BakBone's move into CDP comes at a time when other storage software suppliers, including EMC, Microsoft, and Symantec, are hustling purposefully in that direction. It also comes when BakBone needs to stay focused on its core business, despite the seemingly endless snarl of its financial reporting problem -- which has CEO Jim Johnson routinely issuing open letters pleading for patience from shareholders. (See BakBone Publishes Open Letter.)
At least one analyst, Mike Shonstrom of Emerging Growth Equities, thinks the reporting issue hasn't hurt BakBone that much, and he views the acquisition positively.
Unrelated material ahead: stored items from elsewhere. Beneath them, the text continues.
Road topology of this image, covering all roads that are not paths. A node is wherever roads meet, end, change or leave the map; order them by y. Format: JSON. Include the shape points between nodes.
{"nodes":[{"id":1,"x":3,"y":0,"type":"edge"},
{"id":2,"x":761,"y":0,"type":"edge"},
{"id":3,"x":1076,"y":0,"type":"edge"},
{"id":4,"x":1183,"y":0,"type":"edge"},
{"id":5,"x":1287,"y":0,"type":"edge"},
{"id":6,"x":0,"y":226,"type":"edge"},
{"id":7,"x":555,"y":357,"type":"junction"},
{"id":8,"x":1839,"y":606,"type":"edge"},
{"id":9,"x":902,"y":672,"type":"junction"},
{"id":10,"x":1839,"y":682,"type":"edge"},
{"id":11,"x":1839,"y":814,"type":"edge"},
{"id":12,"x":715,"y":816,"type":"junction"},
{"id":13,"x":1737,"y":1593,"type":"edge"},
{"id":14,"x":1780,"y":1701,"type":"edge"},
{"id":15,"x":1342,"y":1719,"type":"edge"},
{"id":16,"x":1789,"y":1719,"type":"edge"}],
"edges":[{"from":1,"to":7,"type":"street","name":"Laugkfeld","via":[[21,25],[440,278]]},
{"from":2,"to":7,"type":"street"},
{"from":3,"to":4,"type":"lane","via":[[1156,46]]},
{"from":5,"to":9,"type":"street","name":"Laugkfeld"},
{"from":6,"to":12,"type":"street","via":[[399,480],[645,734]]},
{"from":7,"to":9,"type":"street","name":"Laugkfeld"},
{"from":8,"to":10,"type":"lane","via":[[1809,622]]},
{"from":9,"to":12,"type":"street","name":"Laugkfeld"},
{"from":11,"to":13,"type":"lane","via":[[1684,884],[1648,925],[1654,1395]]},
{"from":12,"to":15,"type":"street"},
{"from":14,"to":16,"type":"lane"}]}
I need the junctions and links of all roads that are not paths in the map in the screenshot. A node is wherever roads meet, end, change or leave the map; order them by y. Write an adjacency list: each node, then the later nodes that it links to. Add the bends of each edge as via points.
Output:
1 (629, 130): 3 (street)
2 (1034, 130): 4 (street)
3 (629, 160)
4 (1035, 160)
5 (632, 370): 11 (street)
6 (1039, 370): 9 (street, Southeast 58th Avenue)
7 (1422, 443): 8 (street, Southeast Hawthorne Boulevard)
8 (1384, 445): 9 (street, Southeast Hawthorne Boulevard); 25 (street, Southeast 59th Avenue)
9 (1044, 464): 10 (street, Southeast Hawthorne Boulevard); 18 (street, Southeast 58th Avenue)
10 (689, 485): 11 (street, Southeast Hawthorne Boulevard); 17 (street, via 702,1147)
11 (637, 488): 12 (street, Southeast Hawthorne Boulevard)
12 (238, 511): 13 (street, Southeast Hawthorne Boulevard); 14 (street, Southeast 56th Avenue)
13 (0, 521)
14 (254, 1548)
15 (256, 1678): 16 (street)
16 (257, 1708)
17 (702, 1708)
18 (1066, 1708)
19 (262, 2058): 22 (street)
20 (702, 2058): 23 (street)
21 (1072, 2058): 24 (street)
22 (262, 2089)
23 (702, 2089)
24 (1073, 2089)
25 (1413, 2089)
Both BakBone and Constant Data, he says, are in one of the fastest-growing segments of the storage market. And so far, BakBone's auditing hasn't affected its financials, he maintains. "They had been making money up to that point and will continue to be making it subsequently," he says.
BakBone says that for the six months ended September 30, 2005, the value of contracts signed was $20.7 million -- up 27 percent from the same period a year earlier. The company says it's debt free. Cash on hand at the end of September was $14.7 million. So far, it's spent about $1.5 million on the reauditing issue.
Among the Constant Data employees coming aboard are the three founders and the CEO, Paul Sustman. The Constant Data crew will remain in Minnesota, which BakBone will declare an R&D outpost. Sustman will work on the integration of BakBone and Constant Data products under the supervision of Horner, who joined BakBone in September. (See BakBone Hires Horner.)Mary Jander, Site Editor, Byte and Switch
Organizations mentioned in this article:
EMC Corp. (NYSE: EMC)
Microsoft Corp. (Nasdaq: MSFT)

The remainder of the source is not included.